Giving the committee's decision the chairman (Lord Fraser of Carmyllie, QC) said that although the pharmacy had been described as "busy" it appeared that it dispensed fewer than the average number of prescriptions. However, it was felt desirable that dispensing assistance should have been available to the pharmacist. It appeared that in the absence of such assistance, Mr Harari had to undertake a wider range of duties than he was accustomed, or willing, to perform. There was also little doubt that Mr Harari had only a faint grasp of the functionality of the pharmacy computer; as a result, unnecessary duplicate orders arrived — possibly twice a day. Further, his relationship with the pharmacy staff was not good; more than one staff member described him as "rude and arrogant".

dispensing errors

It was not surprising, continued the chairman, that out of this unsatisfactory situation a number of dispensing errors occurred. With regard to the prescription calling for Premarin and prednisolone it was Mr Harari's contention that what had happened was no more than a switching of labels: Premarin had been labelled prednisolone and vice versa. The evidence, however, was that the bottle labelled Premarin and that labelled prednisolone both contained prednisolone.
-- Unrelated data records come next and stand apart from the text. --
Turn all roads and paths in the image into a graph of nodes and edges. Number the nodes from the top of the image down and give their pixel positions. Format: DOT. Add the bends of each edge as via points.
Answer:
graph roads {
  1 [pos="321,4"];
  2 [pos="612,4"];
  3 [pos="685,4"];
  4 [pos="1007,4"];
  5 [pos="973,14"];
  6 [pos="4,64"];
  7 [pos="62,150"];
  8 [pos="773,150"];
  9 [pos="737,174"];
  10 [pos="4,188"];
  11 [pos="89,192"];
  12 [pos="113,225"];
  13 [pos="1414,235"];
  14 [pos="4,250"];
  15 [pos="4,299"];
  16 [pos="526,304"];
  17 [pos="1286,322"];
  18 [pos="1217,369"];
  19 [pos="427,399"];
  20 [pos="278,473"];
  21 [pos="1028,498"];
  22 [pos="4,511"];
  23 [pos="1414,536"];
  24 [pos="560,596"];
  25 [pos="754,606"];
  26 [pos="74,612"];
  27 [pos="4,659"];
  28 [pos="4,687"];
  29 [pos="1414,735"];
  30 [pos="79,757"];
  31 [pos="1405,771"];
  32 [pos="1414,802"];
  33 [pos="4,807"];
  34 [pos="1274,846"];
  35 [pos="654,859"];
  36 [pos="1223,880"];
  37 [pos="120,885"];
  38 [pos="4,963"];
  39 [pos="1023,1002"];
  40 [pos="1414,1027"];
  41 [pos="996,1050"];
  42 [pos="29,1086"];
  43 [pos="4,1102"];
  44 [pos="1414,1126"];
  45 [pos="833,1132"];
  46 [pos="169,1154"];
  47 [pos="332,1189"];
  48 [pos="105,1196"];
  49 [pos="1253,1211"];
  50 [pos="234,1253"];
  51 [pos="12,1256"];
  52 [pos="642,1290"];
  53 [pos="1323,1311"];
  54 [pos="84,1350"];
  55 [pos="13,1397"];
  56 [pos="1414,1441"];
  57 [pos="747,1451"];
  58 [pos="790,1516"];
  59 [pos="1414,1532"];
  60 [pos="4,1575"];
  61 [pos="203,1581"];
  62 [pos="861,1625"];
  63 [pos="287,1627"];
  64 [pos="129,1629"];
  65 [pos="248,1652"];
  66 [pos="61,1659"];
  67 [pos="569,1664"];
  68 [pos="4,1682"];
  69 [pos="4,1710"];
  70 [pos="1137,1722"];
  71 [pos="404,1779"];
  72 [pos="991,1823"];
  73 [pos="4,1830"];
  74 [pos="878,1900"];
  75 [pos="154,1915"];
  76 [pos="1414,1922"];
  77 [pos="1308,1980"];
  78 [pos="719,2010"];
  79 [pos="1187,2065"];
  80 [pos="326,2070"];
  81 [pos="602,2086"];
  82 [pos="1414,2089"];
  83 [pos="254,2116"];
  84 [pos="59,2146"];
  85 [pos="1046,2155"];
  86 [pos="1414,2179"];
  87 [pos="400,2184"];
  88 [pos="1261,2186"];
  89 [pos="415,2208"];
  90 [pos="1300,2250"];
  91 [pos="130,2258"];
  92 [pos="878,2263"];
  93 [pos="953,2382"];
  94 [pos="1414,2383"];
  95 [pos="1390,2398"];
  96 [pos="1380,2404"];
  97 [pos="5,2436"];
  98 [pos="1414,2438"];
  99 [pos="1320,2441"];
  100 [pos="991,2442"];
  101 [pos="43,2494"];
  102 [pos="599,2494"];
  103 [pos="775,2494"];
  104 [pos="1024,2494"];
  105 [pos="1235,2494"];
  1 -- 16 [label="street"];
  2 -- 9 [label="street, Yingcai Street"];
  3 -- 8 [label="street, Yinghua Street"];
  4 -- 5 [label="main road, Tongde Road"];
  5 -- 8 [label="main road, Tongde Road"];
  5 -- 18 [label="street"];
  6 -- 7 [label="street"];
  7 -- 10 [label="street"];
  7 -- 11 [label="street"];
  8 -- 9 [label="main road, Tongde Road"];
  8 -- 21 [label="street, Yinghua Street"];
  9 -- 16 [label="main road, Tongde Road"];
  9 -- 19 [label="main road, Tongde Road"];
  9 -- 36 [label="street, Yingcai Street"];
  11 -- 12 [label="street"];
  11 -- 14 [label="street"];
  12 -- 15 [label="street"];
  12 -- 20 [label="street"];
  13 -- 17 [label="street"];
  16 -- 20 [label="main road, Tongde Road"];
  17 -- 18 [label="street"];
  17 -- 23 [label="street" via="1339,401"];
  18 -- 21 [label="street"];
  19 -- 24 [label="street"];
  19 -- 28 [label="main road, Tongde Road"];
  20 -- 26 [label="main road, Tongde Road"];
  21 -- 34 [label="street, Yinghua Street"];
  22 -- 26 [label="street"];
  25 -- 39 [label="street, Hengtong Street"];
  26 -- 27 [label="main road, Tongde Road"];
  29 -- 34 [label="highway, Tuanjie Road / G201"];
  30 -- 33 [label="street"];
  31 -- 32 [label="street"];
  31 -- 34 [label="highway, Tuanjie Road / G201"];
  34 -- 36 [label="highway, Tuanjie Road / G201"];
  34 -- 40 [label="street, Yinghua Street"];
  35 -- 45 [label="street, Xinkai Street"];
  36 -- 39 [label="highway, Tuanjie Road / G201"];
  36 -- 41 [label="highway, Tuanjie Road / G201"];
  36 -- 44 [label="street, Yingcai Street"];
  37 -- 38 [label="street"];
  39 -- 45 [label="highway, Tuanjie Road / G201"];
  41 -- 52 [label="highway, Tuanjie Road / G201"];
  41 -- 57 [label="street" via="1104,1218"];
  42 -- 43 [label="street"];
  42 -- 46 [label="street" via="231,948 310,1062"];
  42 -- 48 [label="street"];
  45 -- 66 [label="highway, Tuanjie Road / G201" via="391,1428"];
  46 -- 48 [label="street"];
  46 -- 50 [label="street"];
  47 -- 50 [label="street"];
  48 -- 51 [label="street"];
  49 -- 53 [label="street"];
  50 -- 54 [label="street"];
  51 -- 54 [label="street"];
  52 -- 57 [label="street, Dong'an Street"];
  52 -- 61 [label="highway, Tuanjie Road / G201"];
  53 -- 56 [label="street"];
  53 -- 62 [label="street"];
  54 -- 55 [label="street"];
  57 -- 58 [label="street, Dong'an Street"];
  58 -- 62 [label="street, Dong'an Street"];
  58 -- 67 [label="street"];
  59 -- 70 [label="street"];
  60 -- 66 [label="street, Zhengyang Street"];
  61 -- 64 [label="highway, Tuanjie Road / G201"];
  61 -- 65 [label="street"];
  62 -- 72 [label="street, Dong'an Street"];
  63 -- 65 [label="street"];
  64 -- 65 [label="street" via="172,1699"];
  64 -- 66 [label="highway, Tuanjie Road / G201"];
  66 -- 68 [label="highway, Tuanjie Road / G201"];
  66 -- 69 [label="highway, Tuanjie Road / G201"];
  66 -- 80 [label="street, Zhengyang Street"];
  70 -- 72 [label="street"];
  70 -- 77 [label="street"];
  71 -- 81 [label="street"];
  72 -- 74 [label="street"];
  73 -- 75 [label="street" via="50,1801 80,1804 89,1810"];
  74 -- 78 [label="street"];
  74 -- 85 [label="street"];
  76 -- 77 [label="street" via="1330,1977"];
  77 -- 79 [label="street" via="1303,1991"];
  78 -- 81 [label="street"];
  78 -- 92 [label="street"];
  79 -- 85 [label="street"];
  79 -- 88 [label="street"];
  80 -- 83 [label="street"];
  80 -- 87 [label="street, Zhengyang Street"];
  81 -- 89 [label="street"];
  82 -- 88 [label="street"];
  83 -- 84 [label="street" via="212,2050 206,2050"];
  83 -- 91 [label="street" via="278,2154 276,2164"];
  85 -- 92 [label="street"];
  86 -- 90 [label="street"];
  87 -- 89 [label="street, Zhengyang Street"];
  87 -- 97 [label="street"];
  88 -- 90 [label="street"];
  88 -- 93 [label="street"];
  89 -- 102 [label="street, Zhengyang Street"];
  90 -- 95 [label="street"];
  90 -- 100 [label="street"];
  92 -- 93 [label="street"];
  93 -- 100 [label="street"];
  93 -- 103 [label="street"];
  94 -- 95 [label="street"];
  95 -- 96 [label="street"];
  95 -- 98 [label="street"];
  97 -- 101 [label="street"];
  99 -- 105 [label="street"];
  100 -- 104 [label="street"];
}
In regard to the make-up of a Nomad tray for another patient, it appeared that, after an acrimonious exchange with the patient's friend who had called for it, Mr Harari reluctantly made up the tray. The friend commented that the tray did not "seem to be right" and next day the tray was returned with the complaint that the medicines were wrong. They were then correctly prepared by a dispensing assistant who had been sent from another branch.

It might have been thought that Mr Harari would have made a particular check on what was in the tray but he had simply passed it over to a dispensing technician and told her to "sort it out". Mr Harari could hardly complain that he did not know what error there was in the tray when he had not attempted to discover for himself what he had originally dispensed.

The complaint about temazepam, a Controlled Drug, arose from the fact that the prescription form had been returned to the patient with the medication. If the prescription had not been endorsed, that would have been a serious matter; as it had been endorsed, the risk was not as great.

So far as Mr Harari's alleged rudeness and aggression were concerned, the Society was properly concerned about pharmacists' attitude to members of the public. It was a serious matter if any pharmacist was so rude and aggressive that people lost confidence in the profession or became reluctant to rely on the wide range of services that pharmacists can offer. Mr Harari had clearly been rude to a number of members of the public.

Finally, Mr Harari had admitted the labelling offence.

Mr Harari had not presented an acceptable face of pharmacy to a small community in Devon, said the chairman. He hoped Mr Harari had some personal misgivings about that. He was now 74 years of age and it might be appropriate for him to reflect on how much longer he should remain in active practice.

The committee reprimanded Mr Harari.